Top of THE INPUT
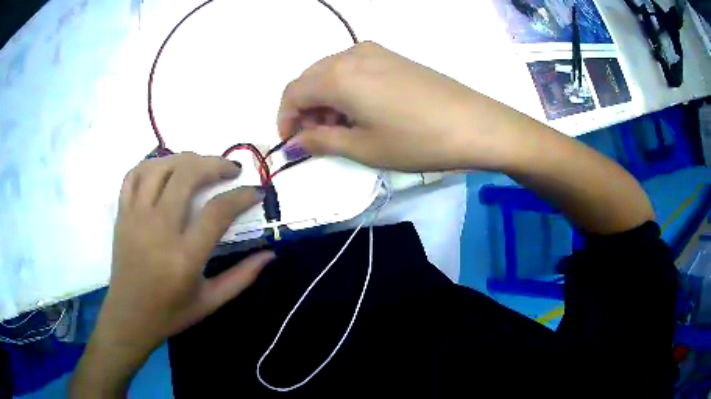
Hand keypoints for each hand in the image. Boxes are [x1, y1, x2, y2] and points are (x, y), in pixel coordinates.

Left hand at [71, 153, 274, 396]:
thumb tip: (271, 254)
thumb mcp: (211, 302)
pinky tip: (166, 168)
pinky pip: (134, 175)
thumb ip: (242, 277)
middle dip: (215, 165)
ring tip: (201, 165)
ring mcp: (135, 218)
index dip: (241, 196)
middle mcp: (158, 230)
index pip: (217, 212)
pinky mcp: (122, 214)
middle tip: (231, 170)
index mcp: (184, 258)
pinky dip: (152, 163)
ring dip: (186, 159)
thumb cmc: (171, 313)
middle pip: (187, 176)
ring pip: (160, 168)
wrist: (128, 316)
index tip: (256, 192)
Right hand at [277, 41, 512, 171]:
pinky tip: (361, 111)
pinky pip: (354, 69)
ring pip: (332, 73)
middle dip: (304, 109)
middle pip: (310, 79)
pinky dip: (346, 90)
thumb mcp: (363, 147)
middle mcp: (351, 54)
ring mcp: (375, 52)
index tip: (292, 143)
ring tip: (341, 128)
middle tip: (316, 139)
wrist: (475, 124)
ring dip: (325, 99)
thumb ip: (321, 141)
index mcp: (337, 75)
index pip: (293, 92)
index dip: (285, 119)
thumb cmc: (416, 140)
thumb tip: (294, 143)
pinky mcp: (393, 57)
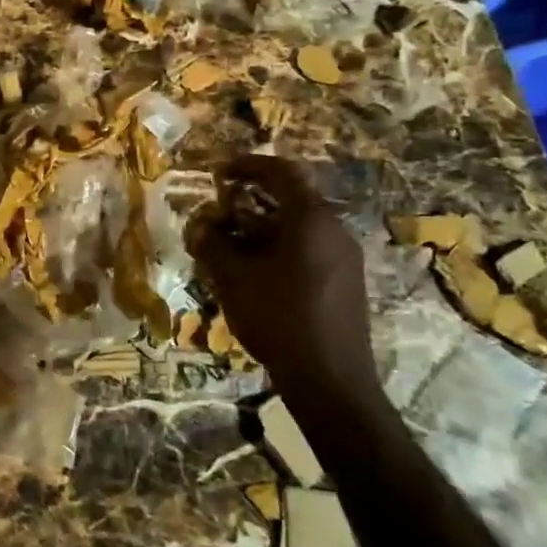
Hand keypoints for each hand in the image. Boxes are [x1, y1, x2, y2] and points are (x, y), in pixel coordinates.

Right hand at [191, 156, 380, 420]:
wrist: (330, 381)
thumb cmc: (278, 318)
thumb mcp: (233, 278)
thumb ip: (212, 243)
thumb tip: (200, 224)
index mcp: (311, 220)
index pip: (282, 172)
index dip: (248, 165)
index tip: (220, 172)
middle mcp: (334, 230)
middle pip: (291, 198)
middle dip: (251, 200)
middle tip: (219, 209)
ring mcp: (344, 258)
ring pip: (298, 226)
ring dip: (262, 226)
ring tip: (229, 243)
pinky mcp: (346, 282)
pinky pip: (308, 248)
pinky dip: (278, 246)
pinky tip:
Bottom of THE INPUT
■ YOUR GOAL ■
Only lines containing the string "thumb" are needed. Pull each of them out of the records above.

■ WORKED SOLUTION ■
thumb tip: (271, 254)
thumb mcp: (211, 302)
thumb ip: (242, 277)
thumb cmc: (171, 313)
thumb mcp: (363, 147)
thumb ip: (321, 141)
thumb cmc: (416, 140)
thumb tip: (294, 143)
thumb cmc: (278, 318)
thumb mcp: (233, 278)
thumb ip: (212, 243)
thumb tip: (200, 224)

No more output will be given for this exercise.